The Film and TV MA  will tackle gender and regional divides, and offer a way for professionals to keep up with the fast-paced industry - by completely removing a need for classroom teaching.

The one-year course running from September allows students to learn from anywhere in the world, and to model more than 80 per cent of learning on their own needs in a step towards fully-tailored education for the workplace.

Offering such heavily personalised content and being fully accessible around existing life and work patterns, the MA will benefit parents returning to work, career-changers and people unable to take time off or move to study. 

Carl Schoenfeld, course director, said:

“This is all about helping emerging and mid-career professionals who don’t want a ready-made course, which is something quite new in teaching.

Education is changing. Gone are the days when you waited until 9pm on a Thursday to watch a programme on television – we’re used to having what we want when we want it, and education is no different.

There will never be one course to fully benefit the different skills of writers, film makers, and someone in post-production, so improving education while working in those fields isn’t something you generally associate with university.

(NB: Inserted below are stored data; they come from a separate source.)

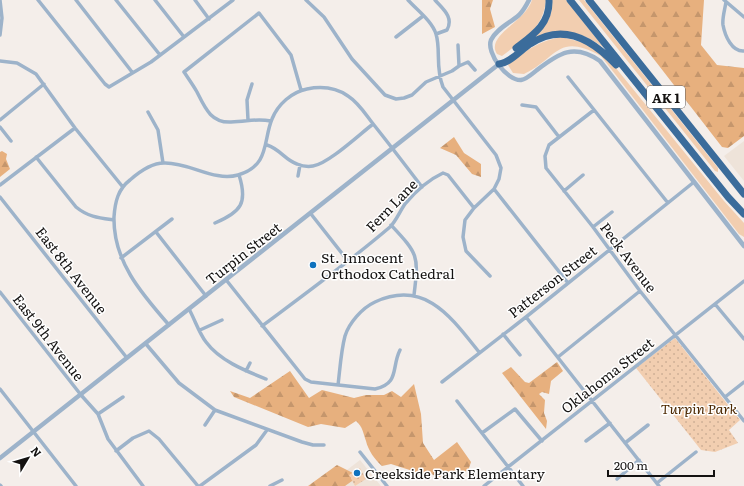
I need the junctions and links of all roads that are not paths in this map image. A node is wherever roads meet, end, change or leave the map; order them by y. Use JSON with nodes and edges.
{"nodes":[{"id":1,"x":0,"y":0,"type":"edge"},
{"id":2,"x":38,"y":0,"type":"edge"},
{"id":3,"x":76,"y":0,"type":"edge"},
{"id":4,"x":116,"y":0,"type":"edge"},
{"id":5,"x":155,"y":0,"type":"edge"},
{"id":6,"x":194,"y":0,"type":"edge"},
{"id":7,"x":233,"y":0,"type":"edge"},
{"id":8,"x":306,"y":0,"type":"edge"},
{"id":9,"x":408,"y":0,"type":"edge"},
{"id":10,"x":435,"y":0,"type":"edge"},
{"id":11,"x":529,"y":0,"type":"edge"},
{"id":12,"x":549,"y":0,"type":"edge"},
{"id":13,"x":570,"y":0,"type":"edge"},
{"id":14,"x":589,"y":0,"type":"edge"},
{"id":15,"x":725,"y":1,"type":"edge"},
{"id":16,"x":423,"y":16,"type":"junction"},
{"id":17,"x":744,"y":17,"type":"edge"},
{"id":18,"x":1,"y":19,"type":"edge"},
{"id":19,"x":209,"y":19,"type":"junction"},
{"id":20,"x":436,"y":34,"type":"junction"},
{"id":21,"x":0,"y":35,"type":"edge"},
{"id":22,"x":184,"y":37,"type":"junction"},
{"id":23,"x":396,"y":38,"type":"dead end"},
{"id":24,"x":458,"y":45,"type":"dead end"},
{"id":25,"x":744,"y":51,"type":"edge"},
{"id":26,"x":160,"y":55,"type":"junction"},
{"id":27,"x":0,"y":61,"type":"edge"},
{"id":28,"x":499,"y":64,"type":"junction"},
{"id":29,"x":459,"y":66,"type":"junction"},
{"id":30,"x":475,"y":70,"type":"dead end"},
{"id":31,"x":132,"y":72,"type":"junction"},
{"id":32,"x":439,"y":76,"type":"junction"},
{"id":33,"x":568,"y":76,"type":"dead end"},
{"id":34,"x":44,"y":84,"type":"junction"},
{"id":35,"x":252,"y":84,"type":"dead end"},
{"id":36,"x":301,"y":90,"type":"junction"},
{"id":37,"x":454,"y":101,"type":"junction"},
{"id":38,"x":522,"y":105,"type":"dead end"},
{"id":39,"x":594,"y":110,"type":"junction"},
{"id":40,"x":658,"y":111,"type":"junction"},
{"id":41,"x":148,"y":112,"type":"dead end"},
{"id":42,"x":0,"y":120,"type":"edge"},
{"id":43,"x":248,"y":120,"type":"junction"},
{"id":44,"x":271,"y":121,"type":"junction"},
{"id":45,"x":373,"y":124,"type":"junction"},
{"id":46,"x":0,"y":127,"type":"edge"},
{"id":47,"x":75,"y":128,"type":"junction"},
{"id":48,"x":560,"y":137,"type":"junction"},
{"id":49,"x":10,"y":141,"type":"dead end"},
{"id":50,"x":267,"y":145,"type":"junction"},
{"id":51,"x":393,"y":148,"type":"junction"},
{"id":52,"x":36,"y":157,"type":"junction"},
{"id":53,"x":163,"y":163,"type":"junction"},
{"id":54,"x":300,"y":165,"type":"junction"},
{"id":55,"x":239,"y":175,"type":"junction"},
{"id":56,"x":583,"y":175,"type":"dead end"},
{"id":57,"x":298,"y":176,"type":"dead end"},
{"id":58,"x":694,"y":182,"type":"junction"},
{"id":59,"x":0,"y":185,"type":"edge"},
{"id":60,"x":122,"y":186,"type":"junction"},
{"id":61,"x":422,"y":187,"type":"junction"},
{"id":62,"x":494,"y":189,"type":"junction"},
{"id":63,"x":564,"y":191,"type":"junction"},
{"id":64,"x":744,"y":194,"type":"edge"},
{"id":65,"x":0,"y":197,"type":"edge"},
{"id":66,"x":668,"y":203,"type":"junction"},
{"id":67,"x":474,"y":208,"type":"junction"},
{"id":68,"x":612,"y":212,"type":"dead end"},
{"id":69,"x":310,"y":214,"type":"junction"},
{"id":70,"x":744,"y":214,"type":"edge"},
{"id":71,"x":172,"y":219,"type":"dead end"},
{"id":72,"x":114,"y":220,"type":"junction"},
{"id":73,"x":214,"y":223,"type":"dead end"},
{"id":74,"x":391,"y":225,"type":"junction"},
{"id":75,"x":593,"y":227,"type":"junction"},
{"id":76,"x":156,"y":232,"type":"junction"},
{"id":77,"x":744,"y":246,"type":"edge"},
{"id":78,"x":609,"y":250,"type":"junction"},
{"id":79,"x":121,"y":258,"type":"junction"},
{"id":80,"x":348,"y":261,"type":"junction"},
{"id":81,"x":490,"y":276,"type":"dead end"},
{"id":82,"x":227,"y":281,"type":"junction"},
{"id":83,"x":744,"y":281,"type":"edge"},
{"id":84,"x":568,"y":283,"type":"junction"},
{"id":85,"x":640,"y":291,"type":"junction"},
{"id":86,"x":0,"y":292,"type":"edge"},
{"id":87,"x":414,"y":295,"type":"junction"},
{"id":88,"x":206,"y":296,"type":"junction"},
{"id":89,"x":715,"y":304,"type":"junction"},
{"id":90,"x":189,"y":309,"type":"junction"},
{"id":91,"x":526,"y":317,"type":"junction"},
{"id":92,"x":222,"y":320,"type":"dead end"},
{"id":93,"x":169,"y":325,"type":"junction"},
{"id":94,"x":262,"y":326,"type":"junction"},
{"id":95,"x":200,"y":330,"type":"junction"},
{"id":96,"x":503,"y":334,"type":"junction"},
{"id":97,"x":676,"y":335,"type":"junction"},
{"id":98,"x":744,"y":339,"type":"edge"},
{"id":99,"x":146,"y":344,"type":"junction"},
{"id":100,"x":400,"y":350,"type":"dead end"},
{"id":101,"x":479,"y":352,"type":"junction"},
{"id":102,"x":520,"y":355,"type":"dead end"},
{"id":103,"x":558,"y":357,"type":"junction"},
{"id":104,"x":127,"y":358,"type":"junction"},
{"id":105,"x":250,"y":363,"type":"dead end"},
{"id":106,"x":246,"y":371,"type":"junction"},
{"id":107,"x":266,"y":380,"type":"dead end"},
{"id":108,"x":442,"y":382,"type":"dead end"},
{"id":109,"x":744,"y":382,"type":"edge"},
{"id":110,"x":338,"y":385,"type":"junction"},
{"id":111,"x":0,"y":389,"type":"edge"},
{"id":112,"x":80,"y":395,"type":"junction"},
{"id":113,"x":123,"y":397,"type":"dead end"},
{"id":114,"x":725,"y":397,"type":"junction"},
{"id":115,"x":457,"y":401,"type":"dead end"},
{"id":116,"x":592,"y":401,"type":"junction"},
{"id":117,"x":215,"y":410,"type":"junction"},
{"id":118,"x":98,"y":414,"type":"junction"},
{"id":119,"x":744,"y":421,"type":"edge"},
{"id":120,"x":610,"y":423,"type":"junction"},
{"id":121,"x":205,"y":425,"type":"dead end"},
{"id":122,"x":648,"y":425,"type":"dead end"},
{"id":123,"x":266,"y":430,"type":"junction"},
{"id":124,"x":34,"y":432,"type":"junction"},
{"id":125,"x":482,"y":433,"type":"junction"},
{"id":126,"x":542,"y":441,"type":"junction"},
{"id":127,"x":586,"y":441,"type":"dead end"},
{"id":128,"x":625,"y":442,"type":"junction"},
{"id":129,"x":324,"y":445,"type":"dead end"},
{"id":130,"x":116,"y":451,"type":"junction"},
{"id":131,"x":360,"y":452,"type":"dead end"},
{"id":132,"x":696,"y":452,"type":"dead end"},
{"id":133,"x":0,"y":458,"type":"edge"},
{"id":134,"x":639,"y":460,"type":"junction"},
{"id":135,"x":508,"y":467,"type":"junction"},
{"id":136,"x":617,"y":479,"type":"dead end"},
{"id":137,"x":282,"y":480,"type":"dead end"},
{"id":138,"x":658,"y":484,"type":"edge"},
{"id":139,"x":76,"y":486,"type":"edge"},
{"id":140,"x":143,"y":486,"type":"edge"},
{"id":141,"x":199,"y":486,"type":"edge"},
{"id":142,"x":270,"y":486,"type":"edge"},
{"id":143,"x":387,"y":486,"type":"edge"},
{"id":144,"x":484,"y":486,"type":"edge"},
{"id":145,"x":523,"y":486,"type":"edge"}],
"edges":[{"from":1,"to":18,"type":"street"},
{"from":2,"to":31,"type":"street"},
{"from":3,"to":31,"type":"street"},
{"from":4,"to":26,"type":"street"},
{"from":5,"to":22,"type":"street"},
{"from":6,"to":19,"type":"street"},
{"from":7,"to":19,"type":"street"},
{"from":8,"to":32,"type":"street"},
{"from":9,"to":16,"type":"street"},
{"from":10,"to":20,"type":"street"},
{"from":11,"to":28,"type":"street"},
{"from":12,"to":28,"type":"highway"},
{"from":13,"to":40,"type":"highway","number":"AK 1"},
{"from":14,"to":64,"type":"highway","number":"AK 1"},
{"from":15,"to":17,"type":"street"},
{"from":15,"to":25,"type":"street"},
{"from":16,"to":20,"type":"street"},
{"from":16,"to":23,"type":"street"},
{"from":18,"to":21,"type":"street"},
{"from":19,"to":22,"type":"street"},
{"from":20,"to":32,"type":"street"},
{"from":22,"to":26,"type":"street"},
{"from":24,"to":29,"type":"street"},
{"from":26,"to":31,"type":"street"},
{"from":27,"to":34,"type":"street"},
{"from":28,"to":37,"type":"street","name":"Turpin Street"},
{"from":28,"to":40,"type":"highway"},
{"from":28,"to":58,"type":"street"},
{"from":29,"to":30,"type":"street"},
{"from":29,"to":32,"type":"street"},
{"from":32,"to":37,"type":"street"},
{"from":33,"to":39,"type":"street"},
{"from":34,"to":42,"type":"street"},
{"from":34,"to":47,"type":"street"},
{"from":35,"to":43,"type":"street"},
{"from":36,"to":43,"type":"street"},
{"from":36,"to":44,"type":"street"},
{"from":36,"to":45,"type":"street"},
{"from":37,"to":51,"type":"street","name":"Turpin Street"},
{"from":37,"to":62,"type":"street"},
{"from":38,"to":48,"type":"street"},
{"from":39,"to":48,"type":"street","name":"Peck Avenue"},
{"from":39,"to":66,"type":"street"},
{"from":40,"to":70,"type":"highway","number":"AK 1"},
{"from":41,"to":53,"type":"street"},
{"from":43,"to":44,"type":"street"},
{"from":44,"to":50,"type":"street"},
{"from":45,"to":51,"type":"street"},
{"from":45,"to":54,"type":"street"},
{"from":46,"to":49,"type":"street"},
{"from":47,"to":52,"type":"street"},
{"from":47,"to":60,"type":"street"},
{"from":48,"to":63,"type":"street","name":"Peck Avenue"},
{"from":50,"to":54,"type":"street"},
{"from":50,"to":55,"type":"street"},
{"from":51,"to":61,"type":"street"},
{"from":51,"to":69,"type":"street","name":"Turpin Street"},
{"from":52,"to":59,"type":"street"},
{"from":52,"to":72,"type":"street"},
{"from":53,"to":55,"type":"street"},
{"from":53,"to":60,"type":"street"},
{"from":54,"to":57,"type":"street"},
{"from":55,"to":73,"type":"street"},
{"from":56,"to":63,"type":"street"},
{"from":58,"to":66,"type":"street","name":"Patterson Street"},
{"from":58,"to":77,"type":"street"},
{"from":60,"to":72,"type":"street"},
{"from":61,"to":67,"type":"street","name":"Fern Lane"},
{"from":61,"to":74,"type":"street","name":"Fern Lane"},
{"from":62,"to":67,"type":"street"},
{"from":62,"to":84,"type":"street"},
{"from":63,"to":75,"type":"street","name":"Peck Avenue"},
{"from":65,"to":104,"type":"street","name":"East 8th Avenue"},
{"from":66,"to":78,"type":"street","name":"Patterson Street"},
{"from":67,"to":81,"type":"street"},
{"from":68,"to":75,"type":"street"},
{"from":69,"to":80,"type":"street"},
{"from":69,"to":82,"type":"street","name":"Turpin Street"},
{"from":71,"to":76,"type":"street"},
{"from":72,"to":79,"type":"street"},
{"from":74,"to":80,"type":"street","name":"Fern Lane"},
{"from":74,"to":87,"type":"street"},
{"from":75,"to":78,"type":"street","name":"Peck Avenue"},
{"from":76,"to":79,"type":"street"},
{"from":76,"to":88,"type":"street"},
{"from":78,"to":84,"type":"street","name":"Patterson Street"},
{"from":78,"to":85,"type":"street","name":"Peck Avenue"},
{"from":79,"to":93,"type":"street"},
{"from":80,"to":94,"type":"street","name":"Fern Lane"},
{"from":82,"to":88,"type":"street","name":"Turpin Street"},
{"from":82,"to":94,"type":"street"},
{"from":83,"to":89,"type":"street","name":"Oklahoma Street"},
{"from":84,"to":91,"type":"street","name":"Patterson Street"},
{"from":85,"to":97,"type":"street","name":"Peck Avenue"},
{"from":85,"to":103,"type":"street"},
{"from":86,"to":112,"type":"street","name":"East 9th Avenue"},
{"from":87,"to":101,"type":"street"},
{"from":87,"to":110,"type":"street"},
{"from":88,"to":90,"type":"street","name":"Turpin Street"},
{"from":89,"to":97,"type":"street","name":"Oklahoma Street"},
{"from":89,"to":98,"type":"street"},
{"from":90,"to":93,"type":"street","name":"Turpin Street"},
{"from":90,"to":95,"type":"street"},
{"from":91,"to":96,"type":"street","name":"Patterson Street"},
{"from":91,"to":103,"type":"street"},
{"from":92,"to":95,"type":"street"},
{"from":93,"to":99,"type":"street","name":"Turpin Street"},
{"from":94,"to":110,"type":"street"},
{"from":95,"to":106,"type":"street"},
{"from":96,"to":101,"type":"street","name":"Patterson Street"},
{"from":96,"to":102,"type":"street"},
{"from":97,"to":114,"type":"street","name":"Peck Avenue"},
{"from":97,"to":116,"type":"street","name":"Oklahoma Street"},
{"from":99,"to":104,"type":"street","name":"Turpin Street"},
{"from":99,"to":117,"type":"street"},
{"from":100,"to":110,"type":"street"},
{"from":101,"to":108,"type":"street","name":"Patterson Street"},
{"from":103,"to":116,"type":"street"},
{"from":104,"to":112,"type":"street","name":"Turpin Street"},
{"from":105,"to":106,"type":"street"},
{"from":106,"to":107,"type":"street"},
{"from":109,"to":114,"type":"street"},
{"from":111,"to":124,"type":"street"},
{"from":112,"to":118,"type":"street","name":"East 9th Avenue"},
{"from":112,"to":124,"type":"street","name":"Turpin Street"},
{"from":113,"to":118,"type":"street"},
{"from":114,"to":119,"type":"street","name":"Peck Avenue"},
{"from":115,"to":125,"type":"street"},
{"from":116,"to":120,"type":"street"},
{"from":116,"to":126,"type":"street","name":"Oklahoma Street"},
{"from":117,"to":121,"type":"street"},
{"from":117,"to":123,"type":"street"},
{"from":118,"to":130,"type":"street"},
{"from":120,"to":127,"type":"street"},
{"from":120,"to":128,"type":"street"},
{"from":122,"to":128,"type":"street"},
{"from":123,"to":129,"type":"street"},
{"from":123,"to":141,"type":"street"},
{"from":124,"to":133,"type":"street","name":"Turpin Street"},
{"from":124,"to":139,"type":"street"},
{"from":125,"to":126,"type":"street"},
{"from":125,"to":135,"type":"street"},
{"from":126,"to":135,"type":"street","name":"Oklahoma Street"},
{"from":128,"to":134,"type":"street"},
{"from":130,"to":140,"type":"street"},
{"from":130,"to":141,"type":"street"},
{"from":131,"to":143,"type":"street"},
{"from":132,"to":138,"type":"street"},
{"from":134,"to":136,"type":"street"},
{"from":134,"to":138,"type":"street"},
{"from":135,"to":144,"type":"street","name":"Oklahoma Street"},
{"from":135,"to":145,"type":"street"},
{"from":137,"to":142,"type":"street"}]}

But if you can tailor learning to suit the needs of a student and what they’re already working on, then everything changes. We want to give students the tools they need to learn wherever they are.

The idea that someone can be filming for six months in the Amazon but still engaged on a degree course built around their needs is fantastic and a way for universities to actively work towards widening access. 

Also, for people taking time off to train or have families, so much changes while they’re gone that it can be hard to go back. That’s the sort of thing which can then fuel a gender imbalance in the film industry.

 It’s about engaging with the industry and finding out what one person will benefit from, not having all students in a lecture hall doing the same thing.”

The course is aimed at anyone working within any aspect of film and television, and will be taught through web seminars and one-to-one contact with industry-experienced tutors. 

Each student can tailor more than 80 percent of the year-long course to suit their own personal development needs within the industry.